Start to finish, write out the entries exactly, leaving the pictures aside.

-------- TASK MATERIAL

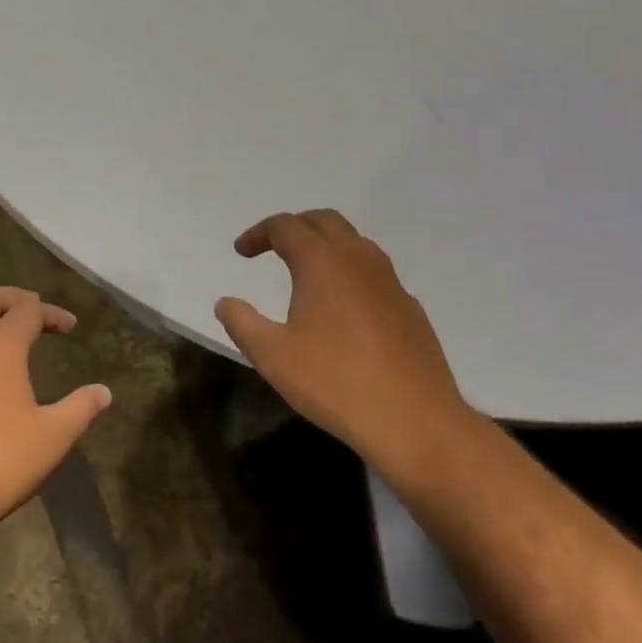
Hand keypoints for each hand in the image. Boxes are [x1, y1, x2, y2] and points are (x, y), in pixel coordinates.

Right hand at [214, 210, 473, 468]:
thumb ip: (242, 323)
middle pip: (323, 221)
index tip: (241, 251)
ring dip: (325, 244)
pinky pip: (374, 272)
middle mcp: (358, 259)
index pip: (285, 226)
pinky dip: (350, 271)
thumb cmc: (335, 383)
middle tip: (271, 248)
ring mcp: (390, 281)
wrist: (415, 422)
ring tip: (306, 271)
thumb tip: (226, 302)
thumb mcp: (272, 356)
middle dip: (294, 227)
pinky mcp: (409, 307)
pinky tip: (342, 307)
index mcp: (322, 262)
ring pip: (354, 242)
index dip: (258, 233)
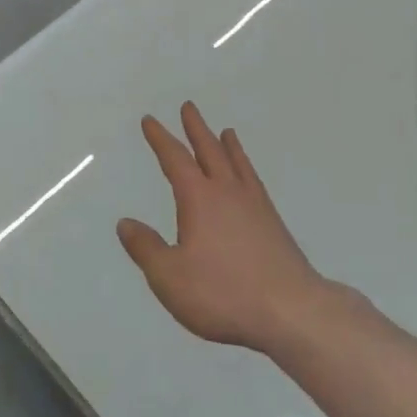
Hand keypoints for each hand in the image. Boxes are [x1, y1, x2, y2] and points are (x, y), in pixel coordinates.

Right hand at [118, 102, 336, 355]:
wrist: (290, 310)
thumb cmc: (223, 293)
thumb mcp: (170, 277)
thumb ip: (146, 248)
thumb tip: (125, 223)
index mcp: (199, 199)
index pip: (175, 160)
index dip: (160, 139)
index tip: (150, 121)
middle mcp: (228, 193)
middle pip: (209, 151)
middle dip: (196, 129)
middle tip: (189, 107)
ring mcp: (255, 206)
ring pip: (237, 164)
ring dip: (227, 145)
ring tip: (226, 131)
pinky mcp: (274, 224)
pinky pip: (255, 182)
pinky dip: (248, 169)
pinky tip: (249, 179)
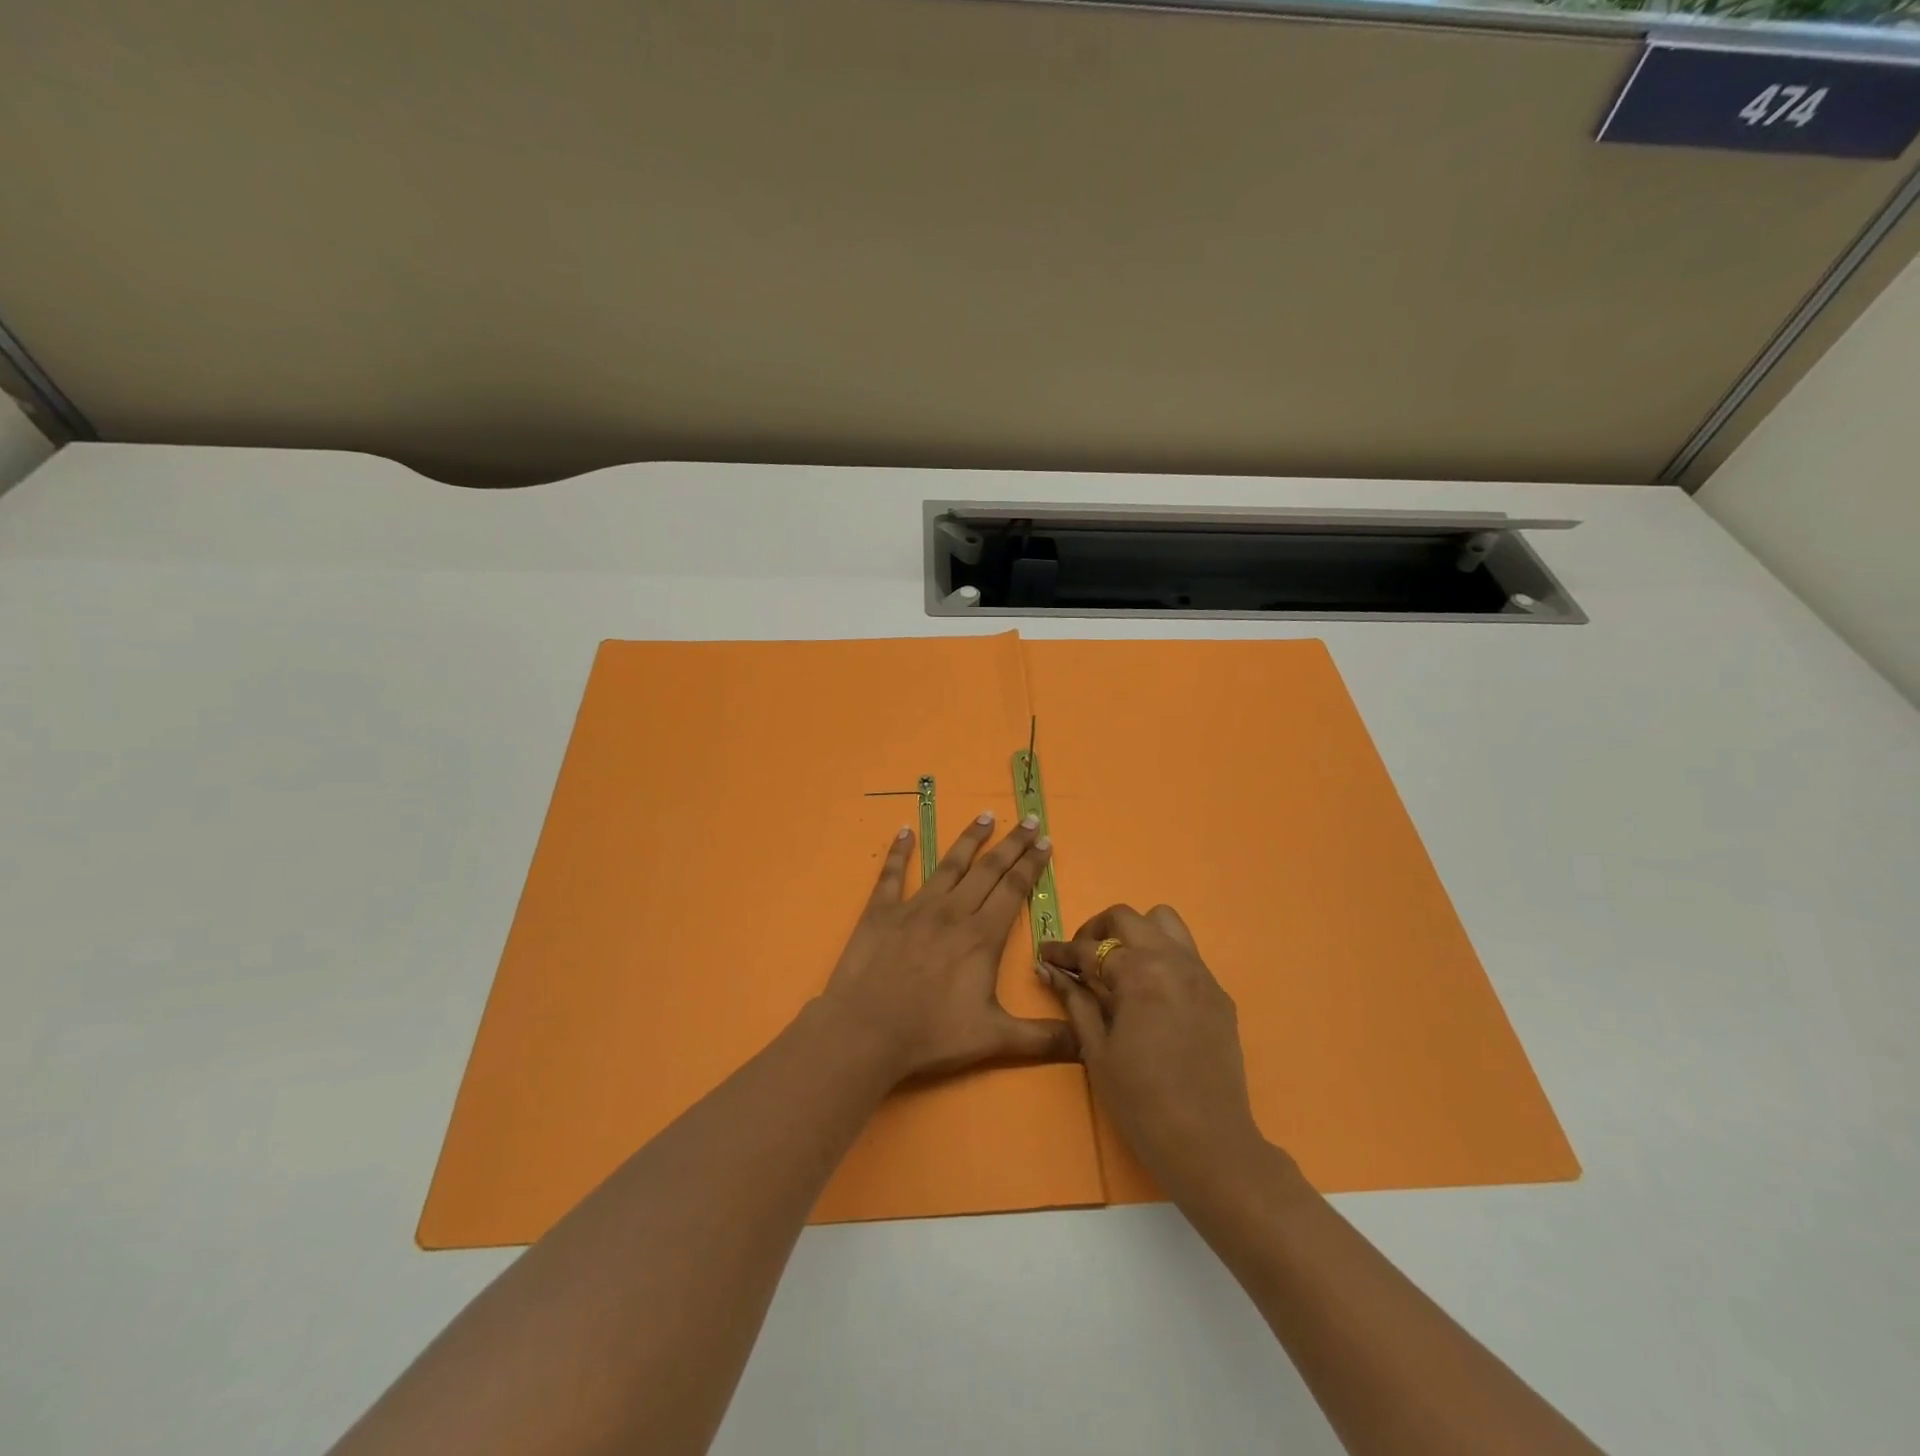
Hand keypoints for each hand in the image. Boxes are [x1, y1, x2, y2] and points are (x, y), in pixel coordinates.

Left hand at [820, 813, 1075, 1084]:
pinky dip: (899, 851)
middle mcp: (952, 911)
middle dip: (1012, 843)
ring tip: (985, 816)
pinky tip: (904, 830)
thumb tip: (1086, 1040)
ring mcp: (914, 907)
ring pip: (949, 864)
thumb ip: (1043, 1039)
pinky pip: (892, 874)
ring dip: (969, 839)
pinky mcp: (881, 912)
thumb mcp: (995, 1039)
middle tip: (1029, 819)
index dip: (1031, 863)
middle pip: (988, 869)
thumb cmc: (932, 1035)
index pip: (1013, 888)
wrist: (866, 1032)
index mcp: (981, 935)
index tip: (1045, 840)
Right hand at [1040, 904, 1271, 1198]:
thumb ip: (1075, 1001)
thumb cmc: (1142, 1102)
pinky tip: (1152, 993)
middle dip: (1097, 931)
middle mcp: (1173, 960)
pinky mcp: (1218, 993)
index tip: (1045, 955)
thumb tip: (1050, 969)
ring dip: (1136, 933)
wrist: (1210, 1144)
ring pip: (1165, 923)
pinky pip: (1187, 954)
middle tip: (1082, 959)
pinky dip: (1162, 957)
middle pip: (1127, 918)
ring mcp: (1201, 974)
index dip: (1062, 951)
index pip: (1091, 948)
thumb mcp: (1097, 1050)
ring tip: (1120, 966)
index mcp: (1139, 973)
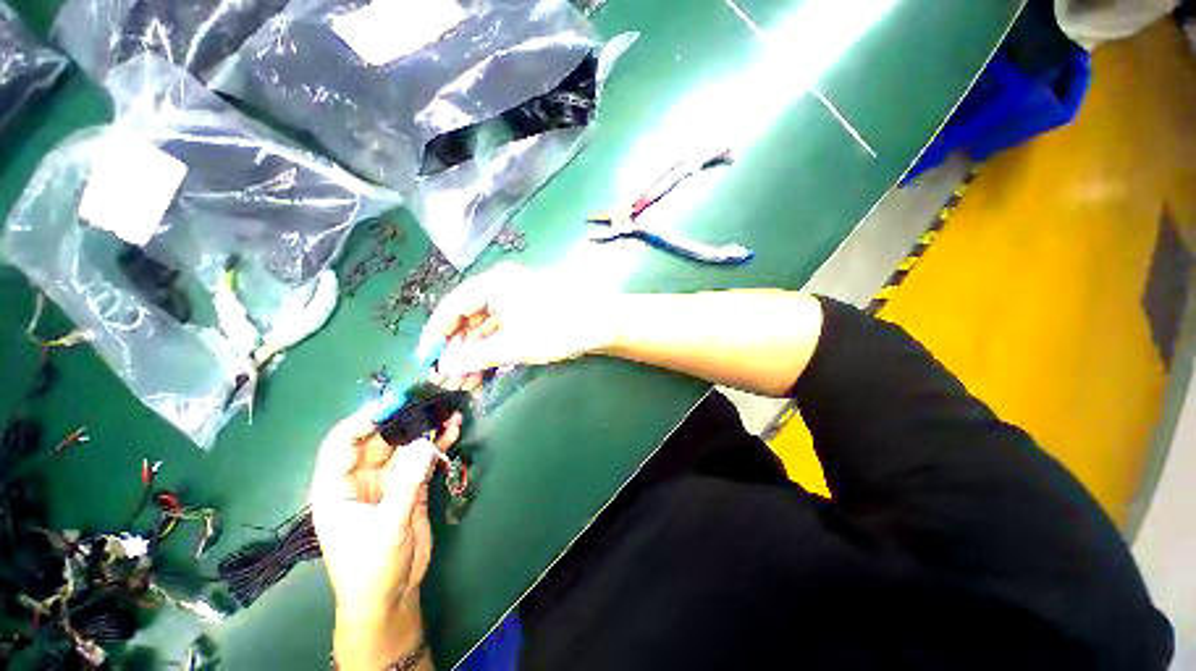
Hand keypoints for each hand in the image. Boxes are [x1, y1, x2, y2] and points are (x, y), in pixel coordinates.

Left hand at [310, 408, 461, 669]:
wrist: (391, 595)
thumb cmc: (371, 567)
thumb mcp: (386, 526)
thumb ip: (407, 483)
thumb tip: (427, 443)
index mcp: (336, 486)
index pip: (343, 441)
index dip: (366, 419)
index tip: (396, 402)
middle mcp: (360, 477)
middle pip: (380, 438)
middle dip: (405, 418)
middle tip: (432, 399)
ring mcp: (388, 480)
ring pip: (406, 445)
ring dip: (427, 428)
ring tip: (449, 408)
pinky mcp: (410, 485)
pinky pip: (424, 458)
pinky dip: (438, 443)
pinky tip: (454, 429)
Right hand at [422, 262, 618, 389]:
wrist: (601, 324)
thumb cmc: (555, 328)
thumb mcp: (512, 345)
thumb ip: (474, 355)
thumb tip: (444, 366)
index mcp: (493, 284)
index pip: (453, 307)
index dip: (436, 335)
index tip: (426, 360)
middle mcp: (502, 288)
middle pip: (469, 319)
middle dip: (458, 351)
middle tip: (448, 379)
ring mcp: (517, 301)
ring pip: (486, 329)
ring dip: (475, 355)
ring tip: (465, 383)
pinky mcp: (530, 314)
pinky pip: (503, 331)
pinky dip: (494, 351)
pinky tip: (486, 372)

----------------

RESULT OF THIS TASK ::
Hand keypoints for each hand in the image. Boxes are [x1, y1, x2, y2] and points are (x, y), in pixel coordinates.

Right hand at [214, 210, 473, 468]:
thumb ip: (242, 323)
middle pip: (323, 221)
index tip: (241, 251)
ring dip: (325, 244)
pinky pip: (374, 272)
middle mcp: (358, 259)
index pip: (285, 226)
pinky dip: (350, 271)
thumb cmc: (335, 383)
middle tip: (271, 248)
ring mcp: (390, 281)
wrist: (415, 422)
ring tip: (306, 271)
thumb tip: (226, 302)
thumb mcp: (272, 356)
middle dip: (294, 227)
pinky mcp: (409, 307)
pinky tip: (342, 307)
index mcp: (322, 262)
ring pip: (354, 242)
index dip: (258, 233)
Hand keypoints for each hand in the image. Boxes are [x1, y1, x2, y2] and points are (x, y), in pixel coordinates.

Right hand at [118, 102, 336, 355]:
wrist: (290, 310)
thumb cmc: (223, 293)
thumb mcp: (170, 277)
thumb ip: (146, 248)
thumb tip: (125, 223)
index mcp: (199, 199)
index pip: (175, 160)
index dip: (160, 139)
index tip: (150, 121)
middle mcp: (228, 193)
middle pip: (209, 151)
middle dip: (196, 129)
middle tip: (189, 107)
ring mcp: (255, 206)
ring pip: (237, 164)
ring dip: (227, 145)
ring tip: (226, 131)
pinky mcp: (274, 224)
pinky pip: (255, 182)
pinky dip: (248, 169)
pinky tip: (249, 179)
Hand keypoints for each hand in the image. Boxes are [x1, y1, x2, y2] and points are (x, y), in pixel coordinates.

Left hand at [820, 813, 1075, 1084]:
pinky dip: (899, 851)
middle mcp: (952, 911)
middle dip: (1012, 843)
ring tip: (985, 816)
pinky tip: (904, 830)
thumb tip: (1086, 1040)
ring mcp: (914, 907)
ring pip: (949, 864)
thumb ip: (1043, 1039)
pinky pip: (892, 874)
ring dip: (969, 839)
pinky mcp: (881, 912)
thumb mcp: (995, 1039)
middle tip: (1029, 819)
index dip: (1031, 863)
middle pip: (988, 869)
thumb cmc: (932, 1035)
index pip: (1013, 888)
wrist: (866, 1032)
index mcp: (981, 935)
index tip: (1045, 840)
Right hand at [1040, 904, 1271, 1198]:
thumb ip: (1075, 1001)
thumb cmc: (1142, 1102)
pinky tip: (1152, 993)
middle dip: (1097, 931)
middle mcp: (1173, 960)
pinky mcp: (1218, 993)
index tip: (1045, 955)
thumb tip: (1050, 969)
ring dip: (1136, 933)
wrist: (1210, 1144)
ring pip: (1165, 923)
pinky pip: (1187, 954)
middle tip: (1082, 959)
pinky dip: (1162, 957)
middle pip: (1127, 918)
ring mcp: (1201, 974)
index dip: (1062, 951)
index pip: (1091, 948)
thumb mcp: (1097, 1050)
ring tip: (1120, 966)
index mcp: (1139, 973)
Hand keypoints for each hand in the image. Boxes are [x1, y1, x2, y2] and points are (x, y), in pixel coordinates.

Left hand at [310, 408, 461, 669]:
wrist: (391, 595)
thumb cmc: (371, 567)
thumb mcp: (386, 526)
thumb ip: (407, 483)
thumb tip: (427, 443)
index mcp: (336, 486)
index pip: (343, 441)
index dip: (366, 419)
index tip: (396, 402)
middle mcp: (360, 477)
middle pip: (380, 438)
middle dip: (405, 418)
middle tip: (432, 399)
ring mcp: (388, 480)
ring pip: (406, 445)
ring dip: (427, 428)
ring tip: (449, 408)
pinky mcp: (410, 485)
pinky pip: (424, 458)
pinky dip: (438, 443)
pinky tip: (454, 429)
Right hand at [422, 262, 618, 389]:
wrist: (601, 324)
thumb cmc: (555, 328)
thumb mcp: (512, 345)
thumb ip: (474, 355)
thumb tip: (444, 366)
index mcp: (493, 284)
index pip: (453, 307)
index dip: (436, 335)
index tip: (426, 360)
middle mcp: (502, 288)
middle pip: (469, 319)
middle dip: (458, 351)
middle tip: (448, 379)
ring mcp: (517, 301)
ring pip: (486, 329)
ring dip: (475, 355)
ring tip: (465, 383)
pinky mcp: (530, 314)
pinky pip: (503, 331)
pinky dip: (494, 351)
pinky tip: (486, 372)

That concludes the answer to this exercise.